La conquête de l’hospitalité – sur First Cow de Kelly Reichardt

Critique

First Cow, le nouveau film de Kelly Reichardt (dont l’œuvre fait également l’objet d’une rétrospective au Centre Pompidou) est un magnifique « anti-western ». Situé dans l’Oregon d’il y a deux siècles, le film ne se contente pas de revisiter les codes du genre. S’appuyant sur un socle fort documenté, cette épopée imagine un autre rapport au monde sauvage et à l’économie. Ce faisant, bien davantage qu’une énième conquête de l’Ouest, elle raconte une (plus utopique) conquête de l’hospitalité.

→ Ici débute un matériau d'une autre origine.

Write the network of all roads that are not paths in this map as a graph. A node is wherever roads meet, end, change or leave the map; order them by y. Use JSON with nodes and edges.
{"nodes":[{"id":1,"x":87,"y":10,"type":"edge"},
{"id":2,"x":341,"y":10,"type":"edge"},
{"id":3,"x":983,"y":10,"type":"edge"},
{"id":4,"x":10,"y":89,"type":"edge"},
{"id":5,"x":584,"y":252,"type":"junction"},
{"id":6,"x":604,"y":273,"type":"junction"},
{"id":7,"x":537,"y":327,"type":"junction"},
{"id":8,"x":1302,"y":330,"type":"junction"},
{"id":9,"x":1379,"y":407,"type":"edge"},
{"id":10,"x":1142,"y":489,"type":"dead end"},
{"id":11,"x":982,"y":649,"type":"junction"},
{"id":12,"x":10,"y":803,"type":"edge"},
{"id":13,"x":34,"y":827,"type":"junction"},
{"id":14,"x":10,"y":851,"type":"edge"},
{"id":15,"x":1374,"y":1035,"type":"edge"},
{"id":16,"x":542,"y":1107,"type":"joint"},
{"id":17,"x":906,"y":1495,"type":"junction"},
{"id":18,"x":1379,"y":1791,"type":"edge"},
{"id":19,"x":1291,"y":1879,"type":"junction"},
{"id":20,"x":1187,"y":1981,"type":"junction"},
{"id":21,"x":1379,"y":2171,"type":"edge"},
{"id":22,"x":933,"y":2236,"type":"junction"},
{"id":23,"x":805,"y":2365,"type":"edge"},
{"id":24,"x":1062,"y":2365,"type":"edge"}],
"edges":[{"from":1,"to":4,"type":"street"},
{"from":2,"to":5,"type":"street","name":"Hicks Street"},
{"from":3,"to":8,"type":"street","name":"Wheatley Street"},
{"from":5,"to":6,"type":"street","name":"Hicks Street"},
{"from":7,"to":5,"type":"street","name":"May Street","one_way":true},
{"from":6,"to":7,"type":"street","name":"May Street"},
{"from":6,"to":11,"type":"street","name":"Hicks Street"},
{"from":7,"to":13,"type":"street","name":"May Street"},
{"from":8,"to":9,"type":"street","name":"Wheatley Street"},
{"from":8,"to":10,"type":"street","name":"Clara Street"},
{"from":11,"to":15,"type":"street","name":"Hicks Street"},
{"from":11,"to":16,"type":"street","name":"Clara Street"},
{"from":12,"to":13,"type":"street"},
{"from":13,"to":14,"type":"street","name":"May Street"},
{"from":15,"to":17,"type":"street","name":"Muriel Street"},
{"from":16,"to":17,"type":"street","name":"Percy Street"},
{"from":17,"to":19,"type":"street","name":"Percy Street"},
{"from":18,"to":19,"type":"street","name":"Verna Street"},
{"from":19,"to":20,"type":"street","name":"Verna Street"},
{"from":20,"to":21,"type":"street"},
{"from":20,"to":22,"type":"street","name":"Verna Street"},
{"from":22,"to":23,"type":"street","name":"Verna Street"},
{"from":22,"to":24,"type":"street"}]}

Les affres de la distribution cinématographique post-pandémie ont retardé l’arrivée de cette vache sacrée. First Cow, le dernier long-métrage de Kelly Reichardt (terminé fin 2019, présenté à la Berlinale en février 2020 et resté inexplicablement absent du palmarès), arrive enfin sur nos écrans. Même si le fantôme numérique du film traîne depuis un moment sur le net (suite à sa sortie VOD américaine), il faut le voir sur grand écran, ne serait-ce que pour apprécier les nuances de ses ambiances forestières, entre clair-obscurs et bercement des bruissements.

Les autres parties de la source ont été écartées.